DATA RECORDS:

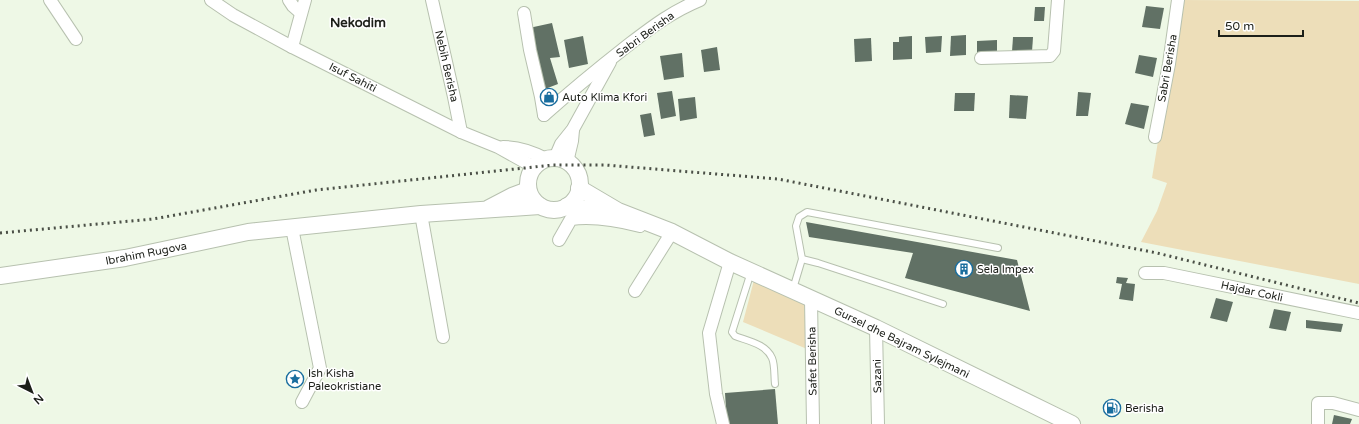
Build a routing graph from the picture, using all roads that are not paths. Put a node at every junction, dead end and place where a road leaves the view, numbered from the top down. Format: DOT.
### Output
graph roads {
  1 [pos="50,0"];
  2 [pos="211,0"];
  3 [pos="289,0"];
  4 [pos="306,0"];
  5 [pos="432,0"];
  6 [pos="700,0"];
  7 [pos="1058,0"];
  8 [pos="1178,0"];
  9 [pos="301,13"];
  10 [pos="524,13"];
  11 [pos="76,39"];
  12 [pos="292,47"];
  13 [pos="612,58"];
  14 [pos="981,58"];
  15 [pos="460,132"];
  16 [pos="1155,137"];
  17 [pos="550,162"];
  18 [pos="579,188"];
  19 [pos="528,190"];
  20 [pos="540,206"];
  21 [pos="486,209"];
  22 [pos="618,211"];
  23 [pos="569,212"];
  24 [pos="421,214"];
  25 [pos="292,228"];
  26 [pos="671,234"];
  27 [pos="559,240"];
  28 [pos="998,248"];
  29 [pos="802,259"];
  30 [pos="730,262"];
  31 [pos="751,272"];
  32 [pos="1146,273"];
  33 [pos="0,276"];
  34 [pos="635,291"];
  35 [pos="793,291"];
  36 [pos="811,299"];
  37 [pos="943,304"];
  38 [pos="1359,313"];
  39 [pos="876,328"];
  40 [pos="443,337"];
  41 [pos="775,384"];
  42 [pos="302,402"];
  43 [pos="1359,410"];
  44 [pos="723,424"];
  45 [pos="813,424"];
  46 [pos="878,424"];
  47 [pos="1072,424"];
  48 [pos="1318,424"];
  1 -- 11 [label="street"];
  2 -- 12 [label="street, Isuf Sahiti"];
  3 -- 9 [label="street"];
  4 -- 9 [label="street"];
  5 -- 15 [label="street, Nebih Berisha"];
  6 -- 13 [label="street, Sabri Berisha"];
  7 -- 14 [label="street"];
  8 -- 16 [label="street, Sabri Berisha"];
  9 -- 12 [label="street"];
  10 -- 13 [label="street, Sabri Berisha"];
  12 -- 15 [label="street, Isuf Sahiti"];
  13 -- 17 [label="street, Sabri Berisha"];
  15 -- 17 [label="street, Isuf Sahiti"];
  17 -- 18 [label="street"];
  17 -- 19 [label="street"];
  18 -- 22 [label="street, Gursel dhe Bajram Sylejmani"];
  18 -- 23 [label="street"];
  19 -- 20 [label="street"];
  19 -- 21 [label="street, Ibrahim Rugova"];
  20 -- 21 [label="street, Ibrahim Rugova"];
  20 -- 23 [label="street"];
  21 -- 24 [label="street, Ibrahim Rugova"];
  22 -- 23 [label="street, Gursel dhe Bajram Sylejmani"];
  22 -- 26 [label="street, Gursel dhe Bajram Sylejmani"];
  23 -- 26 [label="street"];
  23 -- 27 [label="street"];
  24 -- 25 [label="street, Ibrahim Rugova"];
  24 -- 40 [label="street"];
  25 -- 33 [label="street, Ibrahim Rugova"];
  25 -- 42 [label="street"];
  26 -- 30 [label="street, Gursel dhe Bajram Sylejmani"];
  26 -- 34 [label="street"];
  28 -- 29 [label="lane"];
  29 -- 35 [label="lane"];
  29 -- 37 [label="lane"];
  30 -- 31 [label="street, Gursel dhe Bajram Sylejmani"];
  30 -- 44 [label="street"];
  31 -- 35 [label="street, Gursel dhe Bajram Sylejmani"];
  31 -- 41 [label="lane"];
  32 -- 38 [label="street, Hajdar Cokli"];
  35 -- 36 [label="street, Gursel dhe Bajram Sylejmani"];
  36 -- 39 [label="street, Gursel dhe Bajram Sylejmani"];
  36 -- 45 [label="street, Safet Berisha"];
  39 -- 46 [label="street, Sazani"];
  39 -- 47 [label="street, Gursel dhe Bajram Sylejmani"];
  43 -- 48 [label="street"];
}
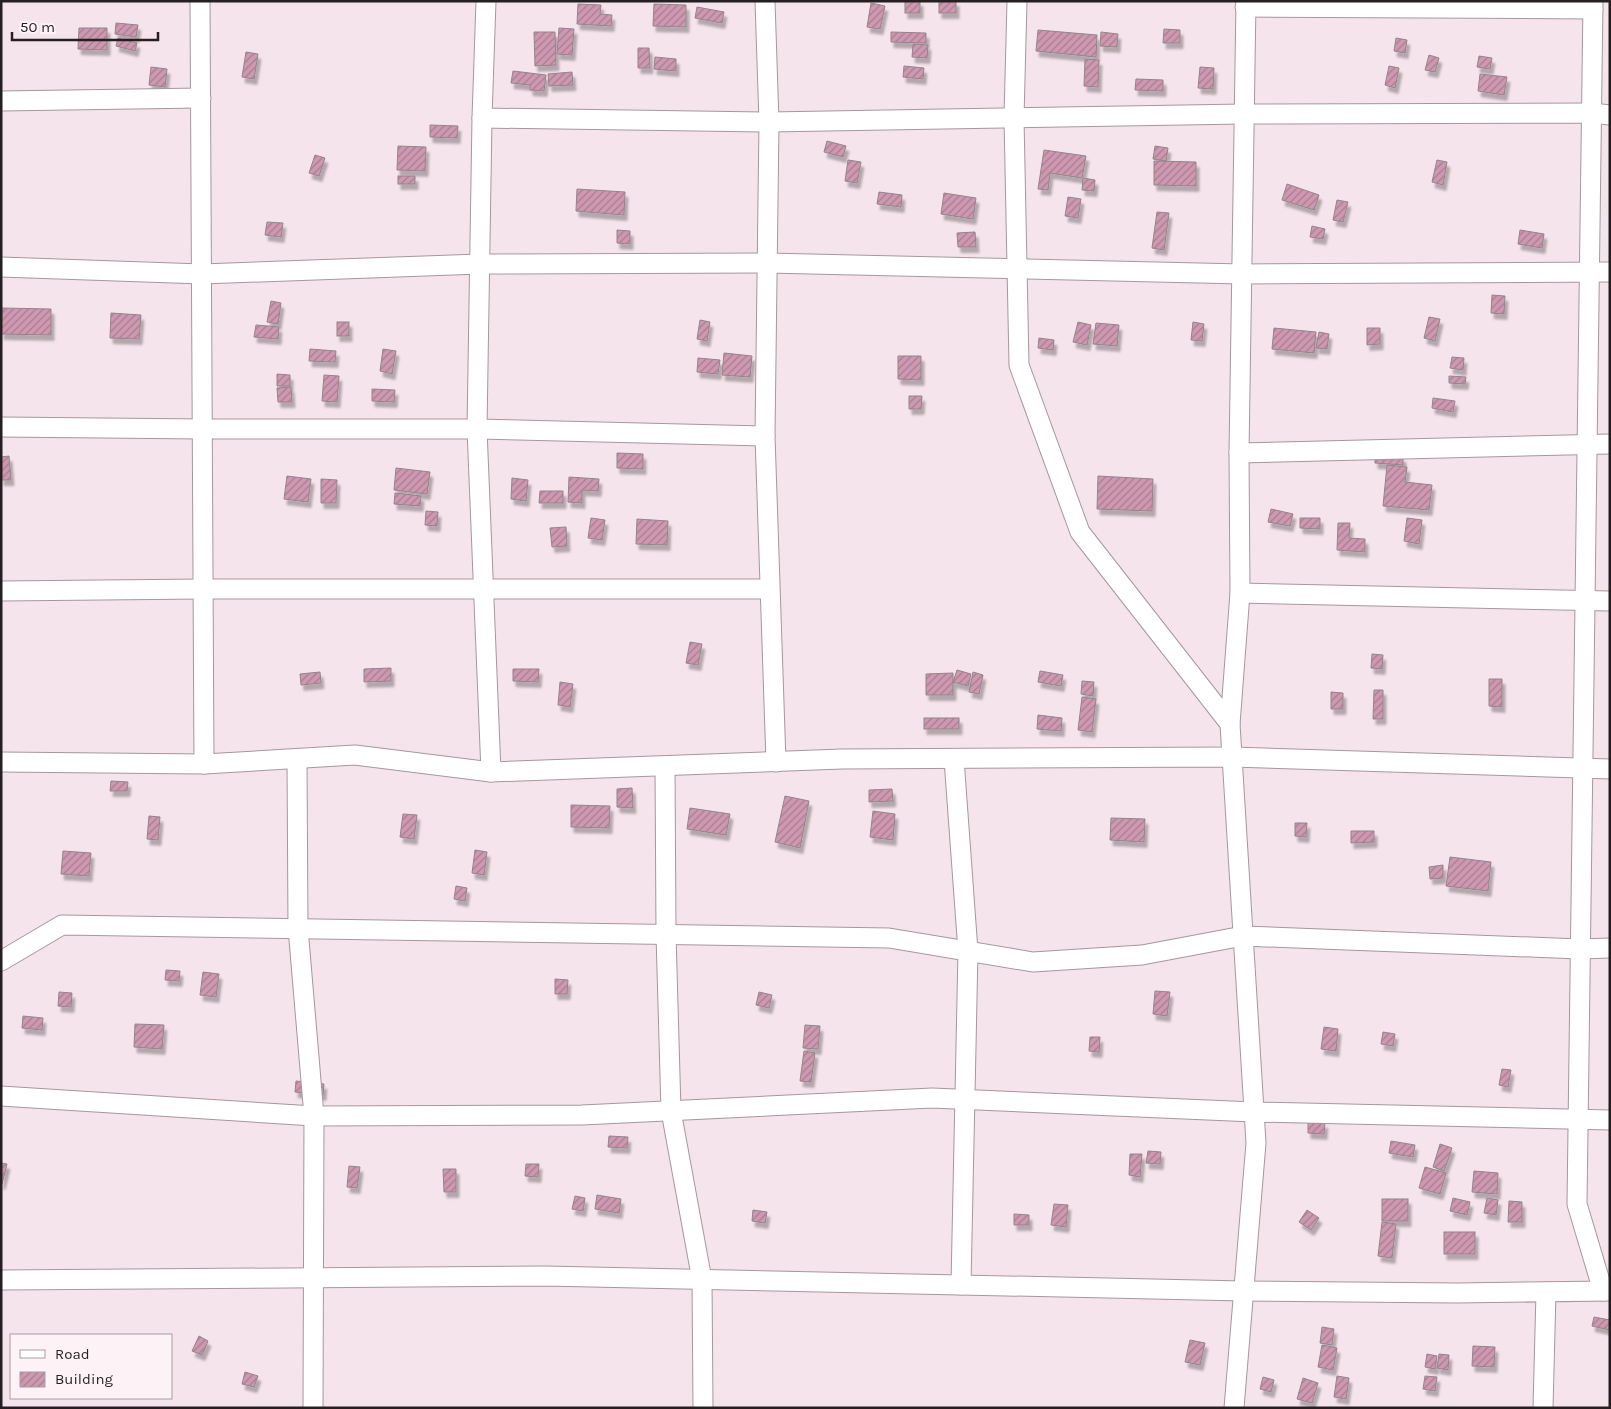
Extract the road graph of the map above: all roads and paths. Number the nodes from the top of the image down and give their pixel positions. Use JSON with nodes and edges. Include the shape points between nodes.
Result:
{"nodes":[{"id":1,"x":200,"y":1,"type":"edge"},
{"id":2,"x":486,"y":1,"type":"edge"},
{"id":3,"x":765,"y":1,"type":"edge"},
{"id":4,"x":1017,"y":1,"type":"edge"},
{"id":5,"x":1246,"y":4,"type":"edge"},
{"id":6,"x":1593,"y":5,"type":"edge"},
{"id":7,"x":201,"y":98,"type":"junction"},
{"id":8,"x":1,"y":101,"type":"edge"},
{"id":9,"x":1244,"y":114,"type":"junction"},
{"id":10,"x":1601,"y":114,"type":"edge"},
{"id":11,"x":482,"y":118,"type":"junction"},
{"id":12,"x":1014,"y":118,"type":"junction"},
{"id":13,"x":769,"y":122,"type":"junction"},
{"id":14,"x":767,"y":263,"type":"junction"},
{"id":15,"x":480,"y":264,"type":"junction"},
{"id":16,"x":1,"y":267,"type":"edge"},
{"id":17,"x":1017,"y":268,"type":"junction"},
{"id":18,"x":1589,"y":272,"type":"junction"},
{"id":19,"x":1610,"y":272,"type":"edge"},
{"id":20,"x":202,"y":274,"type":"junction"},
{"id":21,"x":1242,"y":274,"type":"junction"},
{"id":22,"x":1,"y":426,"type":"edge"},
{"id":23,"x":203,"y":429,"type":"junction"},
{"id":24,"x":477,"y":429,"type":"junction"},
{"id":25,"x":766,"y":436,"type":"junction"},
{"id":26,"x":1587,"y":444,"type":"junction"},
{"id":27,"x":1610,"y":444,"type":"edge"},
{"id":28,"x":1239,"y":453,"type":"junction"},
{"id":29,"x":203,"y":589,"type":"junction"},
{"id":30,"x":483,"y":589,"type":"junction"},
{"id":31,"x":770,"y":589,"type":"junction"},
{"id":32,"x":1,"y":591,"type":"edge"},
{"id":33,"x":1240,"y":593,"type":"junction"},
{"id":34,"x":1585,"y":600,"type":"junction"},
{"id":35,"x":1610,"y":601,"type":"edge"},
{"id":36,"x":1230,"y":724,"type":"junction"},
{"id":37,"x":1232,"y":757,"type":"junction"},
{"id":38,"x":297,"y":758,"type":"junction"},
{"id":39,"x":954,"y":759,"type":"junction"},
{"id":40,"x":1,"y":762,"type":"edge"},
{"id":41,"x":776,"y":762,"type":"junction"},
{"id":42,"x":204,"y":764,"type":"junction"},
{"id":43,"x":665,"y":766,"type":"junction"},
{"id":44,"x":1583,"y":768,"type":"junction"},
{"id":45,"x":1610,"y":769,"type":"edge"},
{"id":46,"x":491,"y":772,"type":"junction"},
{"id":47,"x":298,"y":928,"type":"junction"},
{"id":48,"x":666,"y":934,"type":"junction"},
{"id":49,"x":1243,"y":936,"type":"junction"},
{"id":50,"x":1610,"y":948,"type":"edge"},
{"id":51,"x":1580,"y":949,"type":"junction"},
{"id":52,"x":968,"y":951,"type":"junction"},
{"id":53,"x":1,"y":961,"type":"edge"},
{"id":54,"x":1,"y":1096,"type":"edge"},
{"id":55,"x":966,"y":1099,"type":"junction"},
{"id":56,"x":671,"y":1110,"type":"junction"},
{"id":57,"x":1254,"y":1112,"type":"junction"},
{"id":58,"x":314,"y":1116,"type":"junction"},
{"id":59,"x":1578,"y":1120,"type":"junction"},
{"id":60,"x":1610,"y":1120,"type":"edge"},
{"id":61,"x":314,"y":1278,"type":"junction"},
{"id":62,"x":1,"y":1280,"type":"edge"},
{"id":63,"x":702,"y":1280,"type":"junction"},
{"id":64,"x":961,"y":1285,"type":"junction"},
{"id":65,"x":1244,"y":1291,"type":"junction"},
{"id":66,"x":1607,"y":1291,"type":"edge"},
{"id":67,"x":1546,"y":1292,"type":"junction"},
{"id":68,"x":313,"y":1408,"type":"edge"},
{"id":69,"x":703,"y":1408,"type":"edge"},
{"id":70,"x":1234,"y":1408,"type":"edge"},
{"id":71,"x":1543,"y":1408,"type":"edge"}],
"edges":[{"from":1,"to":7,"type":"street"},
{"from":2,"to":11,"type":"street"},
{"from":3,"to":13,"type":"street"},
{"from":4,"to":12,"type":"street"},
{"from":5,"to":6,"type":"street"},
{"from":5,"to":9,"type":"street"},
{"from":6,"to":10,"type":"street"},
{"from":7,"to":8,"type":"street"},
{"from":7,"to":20,"type":"street"},
{"from":9,"to":10,"type":"street"},
{"from":9,"to":12,"type":"street"},
{"from":9,"to":21,"type":"street"},
{"from":10,"to":18,"type":"street"},
{"from":11,"to":13,"type":"street"},
{"from":11,"to":15,"type":"street"},
{"from":12,"to":13,"type":"street"},
{"from":12,"to":17,"type":"street"},
{"from":13,"to":14,"type":"street"},
{"from":14,"to":15,"type":"street"},
{"from":14,"to":17,"type":"street"},
{"from":14,"to":25,"type":"street"},
{"from":15,"to":20,"type":"street"},
{"from":15,"to":24,"type":"street"},
{"from":16,"to":20,"type":"street"},
{"from":17,"to":21,"type":"street"},
{"from":17,"to":36,"type":"street","via":[[1019,365],[1080,532]]},
{"from":18,"to":19,"type":"street"},
{"from":18,"to":21,"type":"street"},
{"from":18,"to":26,"type":"street"},
{"from":20,"to":23,"type":"street"},
{"from":21,"to":28,"type":"street"},
{"from":22,"to":23,"type":"street"},
{"from":23,"to":24,"type":"street"},
{"from":23,"to":29,"type":"street"},
{"from":24,"to":25,"type":"street"},
{"from":24,"to":30,"type":"street"},
{"from":25,"to":31,"type":"street"},
{"from":26,"to":27,"type":"street"},
{"from":26,"to":28,"type":"street"},
{"from":26,"to":34,"type":"street"},
{"from":28,"to":33,"type":"street"},
{"from":29,"to":30,"type":"street"},
{"from":29,"to":32,"type":"street"},
{"from":29,"to":42,"type":"street"},
{"from":30,"to":31,"type":"street"},
{"from":30,"to":46,"type":"street"},
{"from":31,"to":41,"type":"street"},
{"from":33,"to":34,"type":"street"},
{"from":33,"to":36,"type":"street"},
{"from":34,"to":35,"type":"street"},
{"from":34,"to":44,"type":"street"},
{"from":36,"to":37,"type":"street"},
{"from":37,"to":39,"type":"street"},
{"from":37,"to":44,"type":"street"},
{"from":37,"to":49,"type":"street"},
{"from":38,"to":42,"type":"street"},
{"from":38,"to":46,"type":"street","via":[[355,755]]},
{"from":38,"to":47,"type":"street"},
{"from":39,"to":41,"type":"street"},
{"from":39,"to":52,"type":"street"},
{"from":40,"to":42,"type":"street"},
{"from":41,"to":43,"type":"street"},
{"from":43,"to":46,"type":"street"},
{"from":43,"to":48,"type":"street"},
{"from":44,"to":45,"type":"street"},
{"from":44,"to":51,"type":"street"},
{"from":47,"to":48,"type":"street"},
{"from":47,"to":53,"type":"street","via":[[62,925]]},
{"from":47,"to":58,"type":"street"},
{"from":48,"to":52,"type":"street","via":[[889,938]]},
{"from":48,"to":56,"type":"street"},
{"from":49,"to":51,"type":"street"},
{"from":49,"to":52,"type":"street","via":[[1142,955],[1033,962]]},
{"from":49,"to":57,"type":"street"},
{"from":50,"to":51,"type":"street"},
{"from":51,"to":59,"type":"street"},
{"from":52,"to":55,"type":"street"},
{"from":54,"to":58,"type":"street"},
{"from":55,"to":56,"type":"street"},
{"from":55,"to":57,"type":"street"},
{"from":55,"to":64,"type":"street"},
{"from":56,"to":58,"type":"street","via":[[582,1115]]},
{"from":56,"to":63,"type":"street"},
{"from":57,"to":59,"type":"street"},
{"from":57,"to":65,"type":"street","via":[[1256,1144]]},
{"from":58,"to":61,"type":"street"},
{"from":59,"to":60,"type":"street"},
{"from":59,"to":66,"type":"street","via":[[1577,1204]]},
{"from":61,"to":62,"type":"street"},
{"from":61,"to":63,"type":"street","via":[[545,1276]]},
{"from":61,"to":68,"type":"street"},
{"from":63,"to":64,"type":"street"},
{"from":63,"to":69,"type":"street"},
{"from":64,"to":65,"type":"street"},
{"from":65,"to":67,"type":"street"},
{"from":65,"to":70,"type":"street"},
{"from":66,"to":67,"type":"street"},
{"from":67,"to":71,"type":"street"}]}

TASK TO CARRY OUT: What is the number of lines in the listing that contain the string "lane"? Reply with that number alone.

TASK OUTPUT: 4